In Italia il testamento biologico era tabù e la sua definizione pressoché sconosciuta fino al marzo di due anni fa, quando la Fondazione che porta il mio nome pubblicò il primo opuscolo divulgativo e organizzò la prima presentazione a Roma, alla Cassa Forense. Il motivo: una incomprensibile resistenza ideologica, molto preoccupante per la libertà di ognuno di noi, da parte di molti opinionisti che vedono nel testamento biologico un’anticamera dell’eutanasia mentre così non è, anzi concettualmente è l’opposto e anche di molti medici che rivendicano il loro potere di decidere, oppure, al contrario, hanno paura di decidere e preferiscono affidarsi alle potenzialità di una medicina tecnologica. Dal 2006 sono molte migliaia le persone che si sono rivolte a noi, e continuano a farlo, per avere informazioni e sapere che fare.

Innanzitutto va ripetuto che il testamento biologico (che, ricordiamolo, è un’espressione scritta di volontà individuale revocabile e modificabile, circa le cure che si vogliono o non si vogliono ricevere, da utilizzare nel caso in cui non ci si potesse esprimere di persona) può già essere ritenuto valido nel nostro ordinamento perché è un’estensione del consenso informato alle cure, che è non solo legittimo ma obbligatorio nel nostro Paese. Inoltre l’Italia ha siglato la Convenzione di Oviedo sui «diritti umani e la biomedicina» che afferma che «il medico, anche tenendo conto della volontà del paziente laddove espressa, deve astenersi dall’ostinazione in trattamenti diagnostici e terapeutici da cui non si possa fondatamente attendere un beneficio per la salute del malato e/o un miglioramento per la qualità di vita».
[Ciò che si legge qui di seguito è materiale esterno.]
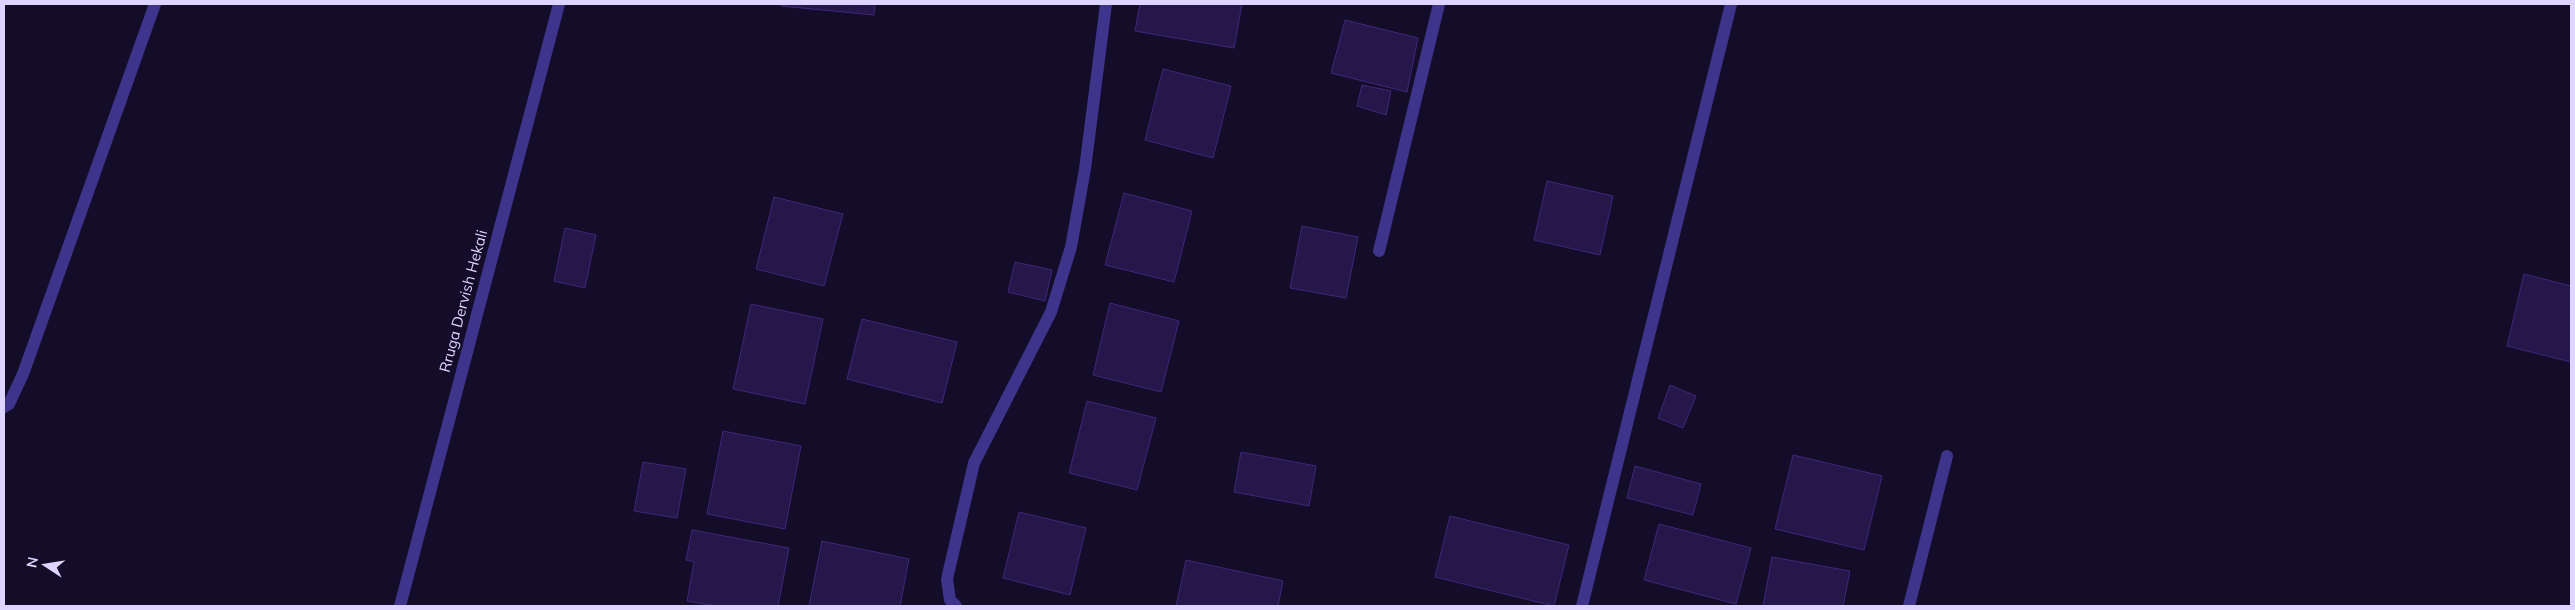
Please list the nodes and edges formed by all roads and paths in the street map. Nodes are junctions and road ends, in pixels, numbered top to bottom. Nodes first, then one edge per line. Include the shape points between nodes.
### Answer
1 (155, 4) edge
2 (558, 4) edge
3 (1106, 4) edge
4 (1439, 4) edge
5 (1731, 4) edge
6 (1379, 251) dead end
7 (4, 407) edge
8 (1947, 456) dead end
9 (400, 606) edge
10 (956, 606) edge
11 (1582, 606) edge
12 (1909, 606) edge

1 - 7 street via 23,374 9,404
2 - 9 street, Rruga Dervish Hekali
3 - 10 street via 1085,169 1071,247 1051,312 974,463 947,579 950,600
4 - 6 street
5 - 11 street
8 - 12 street

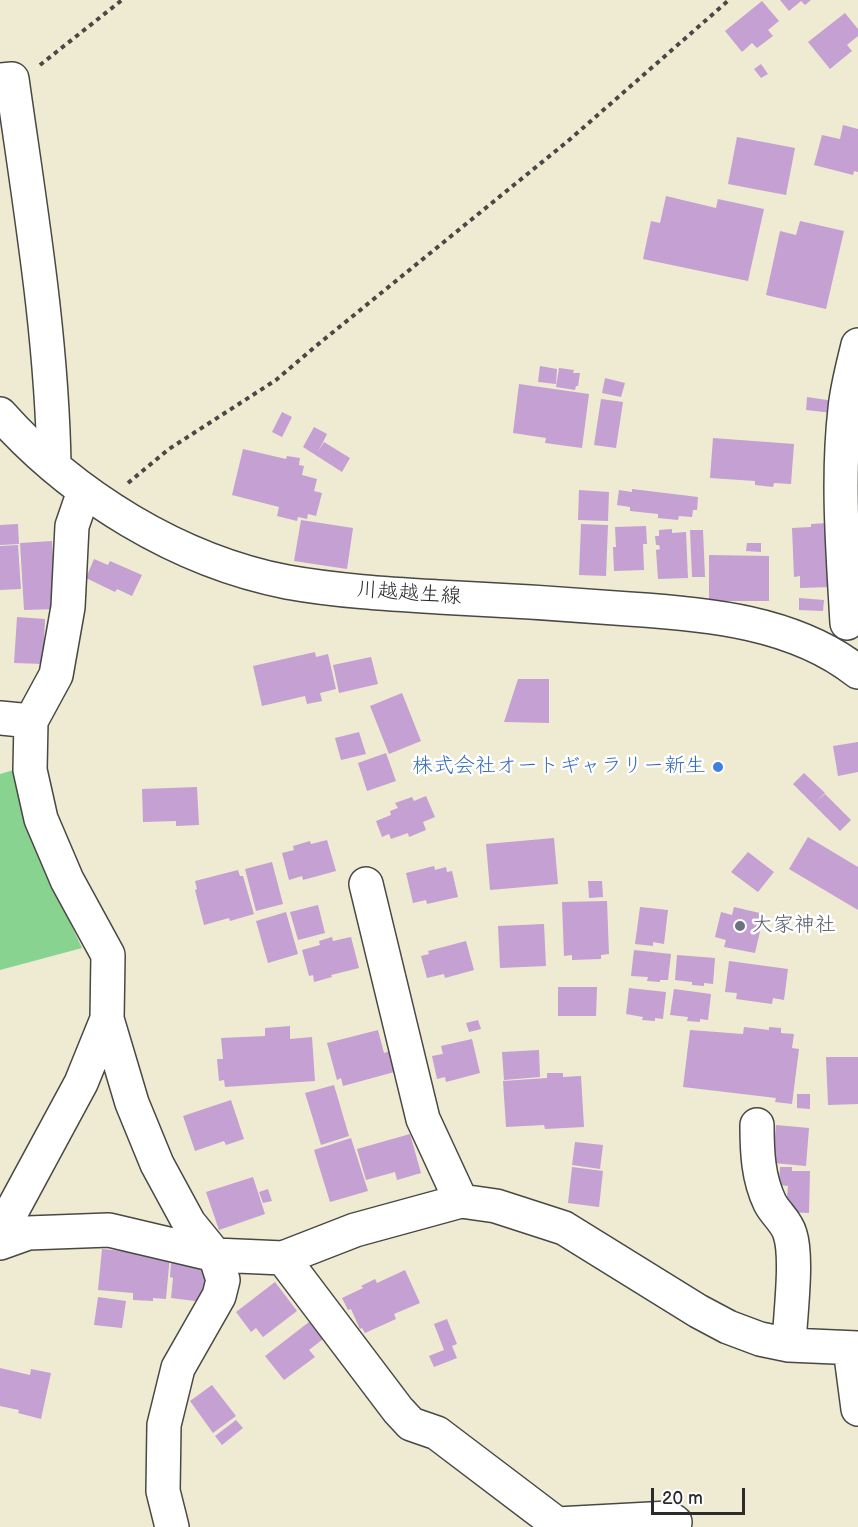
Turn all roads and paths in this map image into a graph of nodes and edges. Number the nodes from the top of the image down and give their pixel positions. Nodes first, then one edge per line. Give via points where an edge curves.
1 (122, 0) edge
2 (729, 0) edge
3 (6, 80) edge
4 (858, 345) edge
5 (0, 414) edge
6 (54, 466) junction
7 (84, 490) junction
8 (853, 622) edge
9 (822, 650) junction
10 (858, 672) edge
11 (16, 720) edge
12 (366, 884) dead end
13 (107, 1019) junction
14 (757, 1125) dead end
15 (461, 1201) junction
16 (0, 1233) edge
17 (0, 1243) edge
18 (215, 1255) junction
19 (283, 1258) junction
20 (789, 1345) junction
21 (854, 1348) edge
22 (858, 1409) edge
23 (172, 1527) edge
24 (674, 1527) edge

1 - 3 path via 41,64
2 - 7 path via 568,141 276,380 169,449 126,485
3 - 6 street via 39,279 53,407
4 - 8 street via 845,407 842,451 843,559
5 - 6 street, 川越越生線
6 - 7 street, 川越越生線
7 - 9 street, 川越越生線 via 169,543 286,581 709,617 756,625
7 - 11 street via 72,526 68,606 56,675
8 - 9 street
9 - 10 street, 川越越生線
11 - 13 street via 41,819 67,880 108,955
12 - 15 street via 423,1119
13 - 16 street via 81,1083
13 - 18 street via 132,1103 157,1164 189,1222
14 - 20 street via 762,1179 770,1204 790,1232 794,1255
15 - 19 street via 355,1230
15 - 20 street via 496,1206 564,1228 728,1327
17 - 18 street via 28,1233 109,1230
18 - 19 street
18 - 23 street via 223,1280 219,1296 178,1368 164,1425 163,1491
19 - 24 street via 411,1424 437,1433 557,1524 669,1518 675,1522
20 - 21 street
21 - 22 street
Anche il mondo cattolico non si è mai opposto al testamento biologico. In Spagna, dove il Testamento Vidal è appena diventato legge, il modulo del testamento si trova sul sito web della Conferenza episcopale spagnola. E indirizzato: «Alla mia famiglia, al mio medico, al mio sacerdote, al mio notaio» e si basa sul principio che «la vita è un dono e una benedizione di Dio, ma non è il valore supremo assoluto». Il giorno dell’approvazione della legge spagnola mi ha colpito il commento di Marcelo Palacios, consigliere del governo Zapatero e presidente della Società internazionale di bioetica: «Un malato terminale non muore perché si sospendono le cure, muore perché era terminale. Dobbiamo concentrarci piuttosto sulla sua dignità di persona».

In Italia pare che la politica non la pensi così.